After having just finished wiring my basement, sounds ike you and SD are on the right track.
Posted by: solarrdadd

Re: Electrical wiring question. Woo! - 10/19/11 11:06 PM

Originally Posted By: Ken.C
The other Romex in the pan is a grey cable.

It is a 2 way switch with a ground screw.

I have not separated the wires on the wire nut yet, but I will try that.

I'm not sure I follow the last paragraph. I have measured the voltage on the bottom screw of the switch to the ground wire in the switchbox, and got ~120V, switch off or on. With the top screw and ground wire, I got 120V when the switch is on, but 0 when off.

Here's where I believe I made a mistake: I tried to measure the voltage between the top and bottom screws, which immediately made a rather large spark and blew the circuit breaker. I did not have anything connected to the fixture.

OTOH, I know which breaker that switch and fixture is on, now... which is unfortunately the same breaker the living room light+fan, exterior lights, utility room light, and outlet the AV equipment is plugged into. So I'll need to wait to find the right time to kill the power.

I'll get you the pic of the switch as soon as I do that, as well as the voltage test on the two connected conductors in the pan.

Thank you very much!


that means the switch works as it should and it's a single pole (not a 2 way!) with circuit wires on a switch that has 2 screws (not counting the system ground screw)

what happened when you went accross the switch it sounds like you accidentally grounded one of the meter terminals to the grounded switch causing a short circuit to ground, which trips the breaker. check the switch and the leads on your meter. the switch should show arc marks and carbon spatter from the energy released; the meter lead(s) will have a piece missing from it as it was welded onto the switch or off!

so far everything looks like it's wired ok. you simply need to put it back as you took it apart once you connect it up to your fan.

once you replace the box with a fan rated box and mount it properly to the wall here is what you should do:

based on one of your post

"Here's what I know, though. With the breakers (light switch?) off, I didn't get voltage on either loose black or white wire, either to each other or to the ground. I did get ~120V on the black/white mix; I think just to ground, but possibly to the other two wires as well. I guess I'll have to check it again. "

this means that the black wire that's connected to the white switch leg is the constant hot, this is correct and good.

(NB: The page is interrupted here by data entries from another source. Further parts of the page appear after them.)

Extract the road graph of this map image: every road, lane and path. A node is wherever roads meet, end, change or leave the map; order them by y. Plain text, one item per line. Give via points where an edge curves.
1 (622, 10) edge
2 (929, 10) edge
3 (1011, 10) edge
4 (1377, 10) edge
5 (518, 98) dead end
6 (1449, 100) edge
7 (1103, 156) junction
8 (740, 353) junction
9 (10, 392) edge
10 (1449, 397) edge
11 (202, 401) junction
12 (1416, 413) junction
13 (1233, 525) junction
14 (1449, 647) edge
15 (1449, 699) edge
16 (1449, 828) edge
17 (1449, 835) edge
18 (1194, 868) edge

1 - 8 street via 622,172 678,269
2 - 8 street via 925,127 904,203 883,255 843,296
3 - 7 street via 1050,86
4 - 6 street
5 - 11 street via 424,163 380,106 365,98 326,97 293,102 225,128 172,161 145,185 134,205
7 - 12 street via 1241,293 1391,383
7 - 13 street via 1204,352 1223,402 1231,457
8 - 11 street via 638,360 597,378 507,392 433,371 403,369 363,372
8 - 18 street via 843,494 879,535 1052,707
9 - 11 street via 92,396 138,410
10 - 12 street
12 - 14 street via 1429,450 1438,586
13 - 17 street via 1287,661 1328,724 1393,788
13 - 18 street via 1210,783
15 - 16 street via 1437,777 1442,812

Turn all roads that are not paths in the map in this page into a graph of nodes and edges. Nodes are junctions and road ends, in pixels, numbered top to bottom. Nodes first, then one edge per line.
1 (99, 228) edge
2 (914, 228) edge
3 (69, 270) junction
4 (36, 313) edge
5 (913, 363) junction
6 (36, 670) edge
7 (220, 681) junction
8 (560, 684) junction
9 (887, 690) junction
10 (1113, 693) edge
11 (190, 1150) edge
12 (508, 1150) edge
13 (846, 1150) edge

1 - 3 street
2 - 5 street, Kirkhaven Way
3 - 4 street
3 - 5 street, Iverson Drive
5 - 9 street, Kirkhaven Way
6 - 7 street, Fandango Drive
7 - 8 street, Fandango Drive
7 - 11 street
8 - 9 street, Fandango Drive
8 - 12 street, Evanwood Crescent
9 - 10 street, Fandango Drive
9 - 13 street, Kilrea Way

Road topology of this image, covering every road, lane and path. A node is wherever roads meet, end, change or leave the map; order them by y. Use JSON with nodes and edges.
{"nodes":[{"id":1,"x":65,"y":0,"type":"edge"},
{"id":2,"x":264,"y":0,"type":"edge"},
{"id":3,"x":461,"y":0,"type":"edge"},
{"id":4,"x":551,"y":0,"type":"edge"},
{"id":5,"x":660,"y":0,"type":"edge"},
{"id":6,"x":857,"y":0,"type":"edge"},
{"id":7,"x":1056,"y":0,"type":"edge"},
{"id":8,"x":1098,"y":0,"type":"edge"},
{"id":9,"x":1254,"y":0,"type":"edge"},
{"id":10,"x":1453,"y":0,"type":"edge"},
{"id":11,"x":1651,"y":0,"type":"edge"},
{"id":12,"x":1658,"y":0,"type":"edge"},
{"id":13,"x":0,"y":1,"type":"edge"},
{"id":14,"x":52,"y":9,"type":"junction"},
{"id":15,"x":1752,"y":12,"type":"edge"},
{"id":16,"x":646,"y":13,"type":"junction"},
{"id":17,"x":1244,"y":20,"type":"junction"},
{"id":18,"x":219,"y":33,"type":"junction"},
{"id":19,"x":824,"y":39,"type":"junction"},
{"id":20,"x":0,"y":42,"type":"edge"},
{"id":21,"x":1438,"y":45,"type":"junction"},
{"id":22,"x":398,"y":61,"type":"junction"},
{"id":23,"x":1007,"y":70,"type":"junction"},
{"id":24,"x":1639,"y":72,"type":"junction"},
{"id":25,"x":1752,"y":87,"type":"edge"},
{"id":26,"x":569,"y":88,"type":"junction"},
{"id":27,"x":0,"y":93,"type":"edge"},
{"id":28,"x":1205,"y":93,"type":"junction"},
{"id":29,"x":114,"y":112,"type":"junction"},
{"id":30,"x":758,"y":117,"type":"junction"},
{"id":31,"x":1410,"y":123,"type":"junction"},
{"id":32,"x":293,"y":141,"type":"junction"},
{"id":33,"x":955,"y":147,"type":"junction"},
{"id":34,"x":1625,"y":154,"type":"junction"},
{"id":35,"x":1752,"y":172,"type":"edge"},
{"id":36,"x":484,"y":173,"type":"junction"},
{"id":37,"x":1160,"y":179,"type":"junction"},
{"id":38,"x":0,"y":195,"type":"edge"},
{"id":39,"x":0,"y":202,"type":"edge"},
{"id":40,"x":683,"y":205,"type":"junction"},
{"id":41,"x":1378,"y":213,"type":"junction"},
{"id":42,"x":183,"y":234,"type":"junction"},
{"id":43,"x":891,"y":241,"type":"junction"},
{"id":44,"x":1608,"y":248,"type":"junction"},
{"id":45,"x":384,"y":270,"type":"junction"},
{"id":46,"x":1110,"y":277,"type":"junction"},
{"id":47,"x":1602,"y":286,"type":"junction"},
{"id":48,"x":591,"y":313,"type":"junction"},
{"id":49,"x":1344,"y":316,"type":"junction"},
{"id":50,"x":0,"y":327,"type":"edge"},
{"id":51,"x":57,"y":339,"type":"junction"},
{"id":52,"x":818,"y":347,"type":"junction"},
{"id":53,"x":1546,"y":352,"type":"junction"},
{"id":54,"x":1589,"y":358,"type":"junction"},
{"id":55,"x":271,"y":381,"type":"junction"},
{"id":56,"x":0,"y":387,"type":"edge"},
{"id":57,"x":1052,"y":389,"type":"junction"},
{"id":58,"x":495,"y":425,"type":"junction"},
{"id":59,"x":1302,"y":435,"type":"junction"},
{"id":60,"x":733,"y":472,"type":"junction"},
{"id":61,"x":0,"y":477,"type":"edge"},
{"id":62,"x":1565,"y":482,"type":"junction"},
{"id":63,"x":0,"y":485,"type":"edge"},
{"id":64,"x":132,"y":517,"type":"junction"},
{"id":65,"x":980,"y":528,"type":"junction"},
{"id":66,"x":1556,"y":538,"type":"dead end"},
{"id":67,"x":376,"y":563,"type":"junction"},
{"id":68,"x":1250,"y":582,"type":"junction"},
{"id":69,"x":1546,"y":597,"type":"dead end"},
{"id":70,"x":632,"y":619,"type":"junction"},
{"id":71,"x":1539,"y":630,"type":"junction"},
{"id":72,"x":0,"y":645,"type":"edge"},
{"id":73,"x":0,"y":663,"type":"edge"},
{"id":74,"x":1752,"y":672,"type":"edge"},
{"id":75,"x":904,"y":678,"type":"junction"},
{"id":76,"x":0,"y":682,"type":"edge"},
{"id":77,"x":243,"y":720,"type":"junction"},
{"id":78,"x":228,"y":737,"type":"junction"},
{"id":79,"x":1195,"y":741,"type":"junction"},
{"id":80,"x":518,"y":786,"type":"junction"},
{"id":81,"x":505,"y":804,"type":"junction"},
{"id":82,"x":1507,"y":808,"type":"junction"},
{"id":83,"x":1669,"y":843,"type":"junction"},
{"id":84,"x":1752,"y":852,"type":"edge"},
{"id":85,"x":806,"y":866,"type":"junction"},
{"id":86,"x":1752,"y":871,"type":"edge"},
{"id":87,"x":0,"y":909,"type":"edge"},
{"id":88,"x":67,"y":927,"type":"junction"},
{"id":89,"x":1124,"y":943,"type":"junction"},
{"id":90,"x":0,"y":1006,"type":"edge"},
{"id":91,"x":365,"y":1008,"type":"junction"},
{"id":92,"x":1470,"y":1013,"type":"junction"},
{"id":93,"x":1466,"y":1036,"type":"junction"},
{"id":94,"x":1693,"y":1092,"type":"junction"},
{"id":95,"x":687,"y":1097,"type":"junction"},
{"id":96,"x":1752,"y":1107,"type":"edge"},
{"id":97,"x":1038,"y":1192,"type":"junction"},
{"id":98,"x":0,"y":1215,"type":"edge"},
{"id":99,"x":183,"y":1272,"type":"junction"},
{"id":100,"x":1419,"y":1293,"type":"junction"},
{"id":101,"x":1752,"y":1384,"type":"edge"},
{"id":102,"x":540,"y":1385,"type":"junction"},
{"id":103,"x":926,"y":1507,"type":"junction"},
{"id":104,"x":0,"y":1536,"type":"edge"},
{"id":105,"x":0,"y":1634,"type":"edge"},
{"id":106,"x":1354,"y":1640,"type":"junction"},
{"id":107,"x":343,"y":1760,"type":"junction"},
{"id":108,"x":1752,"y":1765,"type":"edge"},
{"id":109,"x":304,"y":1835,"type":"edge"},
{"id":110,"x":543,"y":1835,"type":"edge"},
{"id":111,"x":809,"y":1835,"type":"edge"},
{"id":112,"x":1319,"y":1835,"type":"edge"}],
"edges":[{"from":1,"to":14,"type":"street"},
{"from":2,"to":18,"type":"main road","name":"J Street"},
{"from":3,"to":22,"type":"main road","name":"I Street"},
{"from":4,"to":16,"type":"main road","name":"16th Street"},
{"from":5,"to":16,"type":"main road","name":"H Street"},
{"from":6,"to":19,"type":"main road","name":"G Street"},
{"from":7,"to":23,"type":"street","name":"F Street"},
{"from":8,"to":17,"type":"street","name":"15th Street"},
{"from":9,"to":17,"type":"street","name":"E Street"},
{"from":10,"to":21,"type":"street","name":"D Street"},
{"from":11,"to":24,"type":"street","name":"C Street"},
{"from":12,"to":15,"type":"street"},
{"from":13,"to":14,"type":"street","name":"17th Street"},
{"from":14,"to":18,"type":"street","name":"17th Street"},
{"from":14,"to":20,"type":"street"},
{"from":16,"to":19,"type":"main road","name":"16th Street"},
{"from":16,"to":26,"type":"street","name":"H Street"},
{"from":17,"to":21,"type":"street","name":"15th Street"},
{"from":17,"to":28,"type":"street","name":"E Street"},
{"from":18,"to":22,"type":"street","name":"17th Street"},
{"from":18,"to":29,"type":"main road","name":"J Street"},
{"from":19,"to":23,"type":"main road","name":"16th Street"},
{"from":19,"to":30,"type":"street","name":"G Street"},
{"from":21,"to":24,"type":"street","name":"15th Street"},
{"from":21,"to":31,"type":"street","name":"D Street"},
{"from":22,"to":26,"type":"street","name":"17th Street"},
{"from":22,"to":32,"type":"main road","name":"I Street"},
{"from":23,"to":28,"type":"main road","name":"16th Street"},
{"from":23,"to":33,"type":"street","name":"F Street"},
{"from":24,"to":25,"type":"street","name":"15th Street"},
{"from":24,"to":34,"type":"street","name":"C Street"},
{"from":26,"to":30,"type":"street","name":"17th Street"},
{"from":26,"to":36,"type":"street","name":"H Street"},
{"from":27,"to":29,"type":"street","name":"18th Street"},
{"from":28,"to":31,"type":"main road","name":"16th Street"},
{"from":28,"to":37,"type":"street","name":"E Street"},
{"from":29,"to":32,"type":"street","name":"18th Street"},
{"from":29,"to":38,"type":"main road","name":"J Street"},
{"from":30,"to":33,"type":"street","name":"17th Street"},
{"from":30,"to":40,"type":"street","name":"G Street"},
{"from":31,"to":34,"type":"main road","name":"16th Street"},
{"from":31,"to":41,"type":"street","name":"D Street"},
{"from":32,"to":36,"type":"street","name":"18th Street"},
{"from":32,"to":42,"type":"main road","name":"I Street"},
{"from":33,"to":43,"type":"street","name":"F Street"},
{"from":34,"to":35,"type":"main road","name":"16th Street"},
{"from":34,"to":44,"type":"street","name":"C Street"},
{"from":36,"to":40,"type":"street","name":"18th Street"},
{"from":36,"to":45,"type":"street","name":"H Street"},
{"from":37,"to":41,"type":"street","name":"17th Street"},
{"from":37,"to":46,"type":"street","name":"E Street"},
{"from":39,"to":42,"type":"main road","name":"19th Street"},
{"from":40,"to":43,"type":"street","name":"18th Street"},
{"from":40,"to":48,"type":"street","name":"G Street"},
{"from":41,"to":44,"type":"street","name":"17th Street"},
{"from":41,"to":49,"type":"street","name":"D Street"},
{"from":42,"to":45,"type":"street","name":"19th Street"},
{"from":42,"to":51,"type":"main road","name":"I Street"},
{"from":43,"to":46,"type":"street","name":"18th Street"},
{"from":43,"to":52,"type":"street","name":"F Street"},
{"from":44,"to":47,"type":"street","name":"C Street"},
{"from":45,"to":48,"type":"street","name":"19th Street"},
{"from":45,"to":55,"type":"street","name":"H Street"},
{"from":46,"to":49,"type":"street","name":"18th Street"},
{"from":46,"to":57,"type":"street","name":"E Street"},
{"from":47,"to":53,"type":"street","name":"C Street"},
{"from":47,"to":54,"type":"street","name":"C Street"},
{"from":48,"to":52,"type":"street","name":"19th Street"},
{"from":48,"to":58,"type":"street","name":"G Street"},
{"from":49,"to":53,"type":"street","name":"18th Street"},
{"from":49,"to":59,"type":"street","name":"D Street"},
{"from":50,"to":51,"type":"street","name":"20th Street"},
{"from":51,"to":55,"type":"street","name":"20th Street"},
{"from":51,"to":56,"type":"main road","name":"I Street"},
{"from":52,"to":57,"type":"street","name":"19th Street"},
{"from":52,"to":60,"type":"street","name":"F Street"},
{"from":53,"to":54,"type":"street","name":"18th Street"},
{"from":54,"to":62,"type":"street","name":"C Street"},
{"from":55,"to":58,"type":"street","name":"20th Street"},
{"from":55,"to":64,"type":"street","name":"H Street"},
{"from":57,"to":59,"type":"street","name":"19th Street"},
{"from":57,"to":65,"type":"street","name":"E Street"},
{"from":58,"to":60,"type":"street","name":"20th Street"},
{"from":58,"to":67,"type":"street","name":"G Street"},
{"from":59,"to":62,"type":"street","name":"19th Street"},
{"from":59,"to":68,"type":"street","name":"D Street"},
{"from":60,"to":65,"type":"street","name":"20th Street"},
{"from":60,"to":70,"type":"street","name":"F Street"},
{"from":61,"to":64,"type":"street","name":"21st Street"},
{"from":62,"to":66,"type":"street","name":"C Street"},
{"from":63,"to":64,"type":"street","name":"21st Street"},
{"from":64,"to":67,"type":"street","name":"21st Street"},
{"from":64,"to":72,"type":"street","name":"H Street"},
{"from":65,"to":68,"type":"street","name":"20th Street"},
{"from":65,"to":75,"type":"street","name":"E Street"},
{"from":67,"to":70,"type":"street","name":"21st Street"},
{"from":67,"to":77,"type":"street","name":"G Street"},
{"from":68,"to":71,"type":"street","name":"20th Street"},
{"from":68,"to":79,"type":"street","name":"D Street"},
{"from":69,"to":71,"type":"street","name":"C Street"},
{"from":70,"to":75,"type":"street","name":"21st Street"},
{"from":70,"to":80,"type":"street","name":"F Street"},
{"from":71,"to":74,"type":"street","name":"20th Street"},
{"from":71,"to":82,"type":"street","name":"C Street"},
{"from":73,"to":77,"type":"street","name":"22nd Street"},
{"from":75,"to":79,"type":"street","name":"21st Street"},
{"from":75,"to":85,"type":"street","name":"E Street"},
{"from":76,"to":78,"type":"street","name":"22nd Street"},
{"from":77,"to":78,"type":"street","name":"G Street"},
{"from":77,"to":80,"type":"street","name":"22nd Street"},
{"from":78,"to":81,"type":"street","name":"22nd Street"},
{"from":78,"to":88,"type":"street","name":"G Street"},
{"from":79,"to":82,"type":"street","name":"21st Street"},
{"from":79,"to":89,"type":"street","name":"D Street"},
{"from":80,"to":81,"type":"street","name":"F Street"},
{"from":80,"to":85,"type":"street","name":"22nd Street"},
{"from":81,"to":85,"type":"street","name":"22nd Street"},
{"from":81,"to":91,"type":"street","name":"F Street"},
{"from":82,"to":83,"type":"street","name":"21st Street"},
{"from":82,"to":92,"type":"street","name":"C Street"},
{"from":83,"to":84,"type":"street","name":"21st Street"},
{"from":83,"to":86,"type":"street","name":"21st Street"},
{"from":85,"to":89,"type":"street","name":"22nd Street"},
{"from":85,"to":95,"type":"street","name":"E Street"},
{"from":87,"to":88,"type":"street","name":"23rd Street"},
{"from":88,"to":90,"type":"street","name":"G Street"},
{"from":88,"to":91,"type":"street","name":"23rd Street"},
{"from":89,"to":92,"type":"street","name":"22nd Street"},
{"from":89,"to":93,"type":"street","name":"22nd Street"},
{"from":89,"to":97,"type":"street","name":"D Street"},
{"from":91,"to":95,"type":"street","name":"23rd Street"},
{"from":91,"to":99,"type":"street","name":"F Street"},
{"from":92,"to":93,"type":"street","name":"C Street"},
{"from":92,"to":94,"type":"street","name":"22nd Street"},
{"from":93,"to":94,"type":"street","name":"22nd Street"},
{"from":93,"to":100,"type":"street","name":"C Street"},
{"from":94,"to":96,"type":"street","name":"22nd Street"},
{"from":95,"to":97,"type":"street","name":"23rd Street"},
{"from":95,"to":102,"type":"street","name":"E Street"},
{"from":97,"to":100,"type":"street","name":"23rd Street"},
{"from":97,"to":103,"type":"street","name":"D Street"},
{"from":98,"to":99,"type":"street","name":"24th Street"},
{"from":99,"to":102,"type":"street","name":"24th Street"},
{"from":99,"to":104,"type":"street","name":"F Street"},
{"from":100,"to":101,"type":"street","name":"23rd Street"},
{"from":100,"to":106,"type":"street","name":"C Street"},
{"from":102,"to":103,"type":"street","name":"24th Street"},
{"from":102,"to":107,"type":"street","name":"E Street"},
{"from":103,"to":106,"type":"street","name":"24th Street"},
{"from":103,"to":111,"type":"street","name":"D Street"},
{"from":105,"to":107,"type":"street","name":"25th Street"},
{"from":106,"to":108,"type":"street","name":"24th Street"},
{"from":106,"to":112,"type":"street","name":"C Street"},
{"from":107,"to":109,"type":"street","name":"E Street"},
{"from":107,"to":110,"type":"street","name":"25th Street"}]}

after your box is mounted connect the constant hot black back to the switch leg (the yellow romex) white conductor the other black conductor from the switch will bring power to your fan light fixture and the wire from most fan kits for the light switch is blue (verify this with your fan installation instructions)
next, both your fan motor and light fixture neutrals (both should be white) get connected to that white wire that looks beige with the red wire nut on it. the fan motor should be a black conductor and connect it to the black/white wire under that wire nut. the reason for this is that the switch will turn on and off your fan light only (pull the pull chain on the fan for the light and leave the pull chain alone from then on only controlling the light with the wall switch. the fan motor is controlled by the fan speed pull chain. now you can turn the light on and off independent of the fan so on hot nights you can turn the light switch off and the fan will continue to turn. if you have a fan with a standard incandescent lamp you can use a dimmer switch to dim the lights. you cannot use a dimmer if your fan light kit has compact flourescent type lights again, read your fan kit instructions carefully.

hope this makes some sense; please keep me posted. wink
Posted by: Ken.C

Re: Electrical wiring question. Woo! - 10/20/11 07:22 AM

Cool, yeah! I'll need to look at it to make total sense of what you're saying, but I think I follow. That would definitely be better than how the other fans are wired (everything to the switch), not that I'm going to fix them...

I did take chunks out of the probes, definitely.

So that makes a little more sense on why I tripped the breaker. I was wracking my brain trying to figure out why connecting two leads at the same potential would do that--it just didn't make sense! But why was I OK, intentionally touching the ground wire and one of the hot wires?